Requirement
If a line in the records below contains the word "lane", copy it out.

[Stored items]

◆ ◆ ◆ ◆

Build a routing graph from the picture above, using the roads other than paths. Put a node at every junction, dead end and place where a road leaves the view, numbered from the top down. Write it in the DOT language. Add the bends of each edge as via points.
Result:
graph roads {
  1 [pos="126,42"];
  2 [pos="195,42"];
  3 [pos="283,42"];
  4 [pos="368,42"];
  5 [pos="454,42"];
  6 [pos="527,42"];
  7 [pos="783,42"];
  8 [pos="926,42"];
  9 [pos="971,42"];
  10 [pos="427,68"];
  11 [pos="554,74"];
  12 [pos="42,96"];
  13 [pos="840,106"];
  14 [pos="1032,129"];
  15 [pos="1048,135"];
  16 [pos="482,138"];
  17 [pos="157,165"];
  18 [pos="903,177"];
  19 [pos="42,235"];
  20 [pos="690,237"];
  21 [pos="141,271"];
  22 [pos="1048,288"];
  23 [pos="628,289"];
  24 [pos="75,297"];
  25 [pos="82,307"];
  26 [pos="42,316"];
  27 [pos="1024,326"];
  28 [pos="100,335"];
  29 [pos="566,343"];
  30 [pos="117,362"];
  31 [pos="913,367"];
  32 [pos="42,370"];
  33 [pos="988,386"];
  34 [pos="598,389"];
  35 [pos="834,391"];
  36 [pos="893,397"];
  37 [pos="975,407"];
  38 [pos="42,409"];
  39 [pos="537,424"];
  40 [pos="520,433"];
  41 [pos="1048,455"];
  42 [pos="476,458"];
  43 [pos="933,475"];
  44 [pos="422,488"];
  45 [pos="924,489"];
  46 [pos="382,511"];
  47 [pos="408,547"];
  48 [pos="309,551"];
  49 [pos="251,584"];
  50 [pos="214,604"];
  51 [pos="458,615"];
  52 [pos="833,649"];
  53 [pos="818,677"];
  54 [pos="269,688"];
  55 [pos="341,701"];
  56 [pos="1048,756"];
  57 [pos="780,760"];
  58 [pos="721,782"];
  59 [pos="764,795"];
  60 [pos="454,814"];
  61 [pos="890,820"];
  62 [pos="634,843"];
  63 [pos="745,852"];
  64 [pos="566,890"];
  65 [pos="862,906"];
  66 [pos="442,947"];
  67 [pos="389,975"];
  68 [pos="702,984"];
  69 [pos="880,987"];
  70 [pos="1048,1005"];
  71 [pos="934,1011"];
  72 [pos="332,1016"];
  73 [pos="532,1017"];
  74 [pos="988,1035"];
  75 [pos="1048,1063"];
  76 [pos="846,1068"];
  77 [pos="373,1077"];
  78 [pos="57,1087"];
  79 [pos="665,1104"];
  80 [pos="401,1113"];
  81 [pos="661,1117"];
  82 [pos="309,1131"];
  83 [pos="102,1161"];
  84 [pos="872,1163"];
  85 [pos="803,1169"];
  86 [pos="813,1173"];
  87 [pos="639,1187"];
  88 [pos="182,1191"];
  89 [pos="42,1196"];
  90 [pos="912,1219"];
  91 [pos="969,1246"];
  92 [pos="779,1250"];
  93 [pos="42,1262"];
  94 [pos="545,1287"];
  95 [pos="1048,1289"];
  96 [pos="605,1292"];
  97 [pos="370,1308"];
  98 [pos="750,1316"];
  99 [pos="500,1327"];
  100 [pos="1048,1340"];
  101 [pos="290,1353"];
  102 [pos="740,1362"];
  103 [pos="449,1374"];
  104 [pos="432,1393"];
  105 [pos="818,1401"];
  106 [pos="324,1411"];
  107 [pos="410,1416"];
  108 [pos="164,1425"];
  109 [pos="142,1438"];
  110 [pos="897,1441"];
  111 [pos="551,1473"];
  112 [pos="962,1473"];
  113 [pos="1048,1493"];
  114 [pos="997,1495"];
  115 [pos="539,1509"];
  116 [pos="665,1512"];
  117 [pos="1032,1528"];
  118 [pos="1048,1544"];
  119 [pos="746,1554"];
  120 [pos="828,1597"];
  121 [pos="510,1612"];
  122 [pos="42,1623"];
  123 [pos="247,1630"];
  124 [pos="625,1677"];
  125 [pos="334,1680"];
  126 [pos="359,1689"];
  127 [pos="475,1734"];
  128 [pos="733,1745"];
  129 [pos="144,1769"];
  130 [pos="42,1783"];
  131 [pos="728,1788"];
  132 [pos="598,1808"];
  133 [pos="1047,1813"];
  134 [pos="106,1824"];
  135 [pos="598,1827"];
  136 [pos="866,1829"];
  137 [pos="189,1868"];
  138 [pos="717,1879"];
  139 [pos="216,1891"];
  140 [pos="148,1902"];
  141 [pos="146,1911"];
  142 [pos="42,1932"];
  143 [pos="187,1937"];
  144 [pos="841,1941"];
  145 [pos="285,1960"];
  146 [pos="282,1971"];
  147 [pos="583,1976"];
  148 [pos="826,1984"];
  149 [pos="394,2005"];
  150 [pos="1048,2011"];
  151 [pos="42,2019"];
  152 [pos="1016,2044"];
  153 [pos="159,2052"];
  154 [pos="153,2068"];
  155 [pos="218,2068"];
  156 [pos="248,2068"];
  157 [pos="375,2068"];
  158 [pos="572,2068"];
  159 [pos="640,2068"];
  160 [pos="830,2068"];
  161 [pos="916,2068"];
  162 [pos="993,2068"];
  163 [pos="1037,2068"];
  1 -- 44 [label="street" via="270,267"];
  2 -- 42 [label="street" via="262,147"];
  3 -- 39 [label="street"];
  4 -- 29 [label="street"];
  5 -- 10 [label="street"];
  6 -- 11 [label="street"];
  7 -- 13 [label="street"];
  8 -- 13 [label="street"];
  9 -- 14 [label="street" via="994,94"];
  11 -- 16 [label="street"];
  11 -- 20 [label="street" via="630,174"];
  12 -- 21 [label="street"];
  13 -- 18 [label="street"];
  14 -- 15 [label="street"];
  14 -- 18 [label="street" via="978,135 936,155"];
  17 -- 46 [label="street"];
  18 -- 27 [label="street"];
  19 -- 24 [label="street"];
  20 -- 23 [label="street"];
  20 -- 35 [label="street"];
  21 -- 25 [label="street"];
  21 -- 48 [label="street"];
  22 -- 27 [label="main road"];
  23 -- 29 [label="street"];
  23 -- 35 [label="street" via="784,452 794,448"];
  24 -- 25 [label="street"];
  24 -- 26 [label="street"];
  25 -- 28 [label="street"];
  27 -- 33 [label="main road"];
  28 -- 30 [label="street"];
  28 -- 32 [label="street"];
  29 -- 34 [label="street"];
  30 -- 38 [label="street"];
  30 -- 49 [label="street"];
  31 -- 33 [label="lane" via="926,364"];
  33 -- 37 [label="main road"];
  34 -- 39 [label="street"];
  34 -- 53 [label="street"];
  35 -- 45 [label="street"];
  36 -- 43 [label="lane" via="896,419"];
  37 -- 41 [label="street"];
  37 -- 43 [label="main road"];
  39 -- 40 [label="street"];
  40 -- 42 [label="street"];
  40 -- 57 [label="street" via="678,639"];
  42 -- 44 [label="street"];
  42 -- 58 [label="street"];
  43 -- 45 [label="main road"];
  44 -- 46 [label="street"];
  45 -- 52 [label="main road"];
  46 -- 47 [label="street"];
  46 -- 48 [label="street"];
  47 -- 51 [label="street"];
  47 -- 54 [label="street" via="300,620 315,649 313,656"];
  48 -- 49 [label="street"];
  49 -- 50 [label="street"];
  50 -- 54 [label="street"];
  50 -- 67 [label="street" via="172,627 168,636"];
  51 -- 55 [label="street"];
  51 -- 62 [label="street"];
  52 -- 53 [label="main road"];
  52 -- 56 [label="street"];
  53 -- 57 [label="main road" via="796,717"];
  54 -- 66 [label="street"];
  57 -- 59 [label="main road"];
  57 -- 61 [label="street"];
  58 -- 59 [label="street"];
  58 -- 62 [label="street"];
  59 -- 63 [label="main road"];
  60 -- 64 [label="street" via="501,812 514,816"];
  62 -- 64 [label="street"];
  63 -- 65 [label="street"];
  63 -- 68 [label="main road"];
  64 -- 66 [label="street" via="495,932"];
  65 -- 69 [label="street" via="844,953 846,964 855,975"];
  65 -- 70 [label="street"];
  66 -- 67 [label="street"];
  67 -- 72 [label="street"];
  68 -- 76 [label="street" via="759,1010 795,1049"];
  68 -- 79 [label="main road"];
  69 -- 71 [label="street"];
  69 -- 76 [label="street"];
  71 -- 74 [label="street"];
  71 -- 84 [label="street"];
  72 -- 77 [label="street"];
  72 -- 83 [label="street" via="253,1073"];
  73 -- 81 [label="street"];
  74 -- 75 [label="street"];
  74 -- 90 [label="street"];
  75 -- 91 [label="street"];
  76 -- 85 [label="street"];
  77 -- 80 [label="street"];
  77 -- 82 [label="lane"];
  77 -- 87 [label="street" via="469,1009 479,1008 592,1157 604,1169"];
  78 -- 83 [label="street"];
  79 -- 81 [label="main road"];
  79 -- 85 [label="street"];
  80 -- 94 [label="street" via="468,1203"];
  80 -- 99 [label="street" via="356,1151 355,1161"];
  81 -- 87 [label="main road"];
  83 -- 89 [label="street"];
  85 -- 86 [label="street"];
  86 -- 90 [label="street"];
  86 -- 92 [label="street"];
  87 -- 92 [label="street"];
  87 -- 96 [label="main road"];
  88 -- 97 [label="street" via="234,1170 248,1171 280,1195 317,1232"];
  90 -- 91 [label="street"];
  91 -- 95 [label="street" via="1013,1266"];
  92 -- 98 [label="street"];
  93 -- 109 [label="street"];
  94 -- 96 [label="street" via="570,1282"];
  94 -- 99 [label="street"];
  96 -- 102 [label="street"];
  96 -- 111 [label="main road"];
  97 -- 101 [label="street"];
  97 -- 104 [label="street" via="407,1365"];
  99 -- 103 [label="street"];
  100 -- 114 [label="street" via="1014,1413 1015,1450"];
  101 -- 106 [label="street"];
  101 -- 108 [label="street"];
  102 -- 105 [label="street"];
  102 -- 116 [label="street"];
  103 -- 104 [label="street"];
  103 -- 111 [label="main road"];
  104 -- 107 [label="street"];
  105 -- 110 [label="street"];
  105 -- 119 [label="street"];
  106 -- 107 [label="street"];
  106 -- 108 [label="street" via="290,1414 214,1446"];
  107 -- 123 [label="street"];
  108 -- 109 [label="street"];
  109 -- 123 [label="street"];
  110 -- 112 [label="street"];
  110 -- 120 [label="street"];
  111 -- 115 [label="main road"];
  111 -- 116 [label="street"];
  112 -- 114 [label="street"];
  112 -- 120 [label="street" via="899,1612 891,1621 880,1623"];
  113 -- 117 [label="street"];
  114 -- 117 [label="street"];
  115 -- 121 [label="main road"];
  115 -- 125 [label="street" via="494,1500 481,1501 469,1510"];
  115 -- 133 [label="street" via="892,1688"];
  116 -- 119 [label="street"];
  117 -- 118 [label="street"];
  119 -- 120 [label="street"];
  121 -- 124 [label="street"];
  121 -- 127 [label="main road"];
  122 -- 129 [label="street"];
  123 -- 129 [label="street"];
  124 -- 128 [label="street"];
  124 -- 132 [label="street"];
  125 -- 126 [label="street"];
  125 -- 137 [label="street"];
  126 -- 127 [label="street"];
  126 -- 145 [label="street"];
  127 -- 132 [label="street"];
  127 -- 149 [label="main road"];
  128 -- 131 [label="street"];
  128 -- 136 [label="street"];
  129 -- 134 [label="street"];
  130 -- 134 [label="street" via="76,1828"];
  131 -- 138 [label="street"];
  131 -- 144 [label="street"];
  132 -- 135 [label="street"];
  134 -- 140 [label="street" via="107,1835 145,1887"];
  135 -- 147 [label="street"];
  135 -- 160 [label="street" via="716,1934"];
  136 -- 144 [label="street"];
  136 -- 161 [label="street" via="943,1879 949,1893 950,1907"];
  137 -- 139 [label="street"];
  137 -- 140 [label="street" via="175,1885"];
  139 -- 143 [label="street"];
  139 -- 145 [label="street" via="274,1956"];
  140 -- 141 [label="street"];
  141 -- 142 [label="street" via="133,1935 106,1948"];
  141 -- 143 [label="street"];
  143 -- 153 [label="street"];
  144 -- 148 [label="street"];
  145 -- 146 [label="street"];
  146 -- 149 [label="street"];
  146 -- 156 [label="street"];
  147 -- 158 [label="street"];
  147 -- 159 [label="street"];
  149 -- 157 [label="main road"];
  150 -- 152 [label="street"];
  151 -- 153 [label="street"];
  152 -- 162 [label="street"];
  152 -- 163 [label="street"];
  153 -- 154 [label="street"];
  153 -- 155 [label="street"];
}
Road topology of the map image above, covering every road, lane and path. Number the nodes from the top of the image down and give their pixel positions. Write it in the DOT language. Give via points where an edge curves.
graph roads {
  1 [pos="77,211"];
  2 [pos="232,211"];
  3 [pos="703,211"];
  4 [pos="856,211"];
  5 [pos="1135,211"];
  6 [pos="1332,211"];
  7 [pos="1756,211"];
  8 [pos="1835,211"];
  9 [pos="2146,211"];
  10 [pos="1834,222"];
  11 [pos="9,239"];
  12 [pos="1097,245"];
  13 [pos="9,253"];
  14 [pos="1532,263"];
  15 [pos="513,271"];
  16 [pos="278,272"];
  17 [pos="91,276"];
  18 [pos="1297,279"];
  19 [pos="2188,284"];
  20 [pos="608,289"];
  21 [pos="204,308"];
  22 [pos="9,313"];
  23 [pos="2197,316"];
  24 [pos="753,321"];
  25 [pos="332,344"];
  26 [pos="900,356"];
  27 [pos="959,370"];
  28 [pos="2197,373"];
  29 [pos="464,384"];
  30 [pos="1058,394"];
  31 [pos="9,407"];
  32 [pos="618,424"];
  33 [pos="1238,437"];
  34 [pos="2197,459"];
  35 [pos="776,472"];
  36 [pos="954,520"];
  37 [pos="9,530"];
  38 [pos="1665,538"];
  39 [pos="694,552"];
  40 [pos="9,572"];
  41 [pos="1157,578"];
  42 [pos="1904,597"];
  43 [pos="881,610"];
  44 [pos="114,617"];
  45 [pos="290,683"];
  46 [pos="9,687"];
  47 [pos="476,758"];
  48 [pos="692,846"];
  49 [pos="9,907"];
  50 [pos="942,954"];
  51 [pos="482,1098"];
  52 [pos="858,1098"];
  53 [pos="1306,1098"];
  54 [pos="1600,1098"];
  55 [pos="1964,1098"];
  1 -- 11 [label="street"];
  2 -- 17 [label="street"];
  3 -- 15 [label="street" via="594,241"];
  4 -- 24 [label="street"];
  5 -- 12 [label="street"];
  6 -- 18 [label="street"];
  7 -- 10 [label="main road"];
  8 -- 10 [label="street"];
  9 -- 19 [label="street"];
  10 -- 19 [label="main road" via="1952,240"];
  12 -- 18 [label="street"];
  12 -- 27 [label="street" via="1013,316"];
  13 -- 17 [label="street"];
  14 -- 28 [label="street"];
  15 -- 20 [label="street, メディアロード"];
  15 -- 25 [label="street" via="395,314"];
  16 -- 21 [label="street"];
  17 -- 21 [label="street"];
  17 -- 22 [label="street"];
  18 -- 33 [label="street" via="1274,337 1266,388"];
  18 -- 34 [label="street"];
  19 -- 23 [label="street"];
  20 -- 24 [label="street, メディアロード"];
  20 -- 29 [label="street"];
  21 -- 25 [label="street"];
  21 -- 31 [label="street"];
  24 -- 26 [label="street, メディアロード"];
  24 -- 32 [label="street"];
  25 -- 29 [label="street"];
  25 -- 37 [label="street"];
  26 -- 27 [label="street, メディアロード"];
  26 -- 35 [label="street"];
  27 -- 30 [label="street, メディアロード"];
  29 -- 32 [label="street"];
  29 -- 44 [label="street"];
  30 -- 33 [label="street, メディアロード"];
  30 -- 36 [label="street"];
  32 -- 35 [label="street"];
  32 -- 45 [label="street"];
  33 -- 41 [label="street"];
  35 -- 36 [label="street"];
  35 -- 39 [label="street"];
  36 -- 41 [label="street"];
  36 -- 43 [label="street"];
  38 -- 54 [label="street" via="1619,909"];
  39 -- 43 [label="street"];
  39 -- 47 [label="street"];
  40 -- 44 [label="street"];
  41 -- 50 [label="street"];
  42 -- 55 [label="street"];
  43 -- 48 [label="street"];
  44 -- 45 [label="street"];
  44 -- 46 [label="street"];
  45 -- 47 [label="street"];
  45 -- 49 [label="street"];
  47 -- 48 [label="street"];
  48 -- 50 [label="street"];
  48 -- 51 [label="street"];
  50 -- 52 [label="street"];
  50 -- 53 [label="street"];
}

◆ ◆ ◆ ◆

Result of the task
  31 -- 33 [label="lane" via="926,364"];
  36 -- 43 [label="lane" via="896,419"];
  77 -- 82 [label="lane"];
Road topology of the map image above, covering every road, lane and path. Number the nodes from the top of the image down and give their pixel positions. Write it in the DOT language. Give via points where an edge curves.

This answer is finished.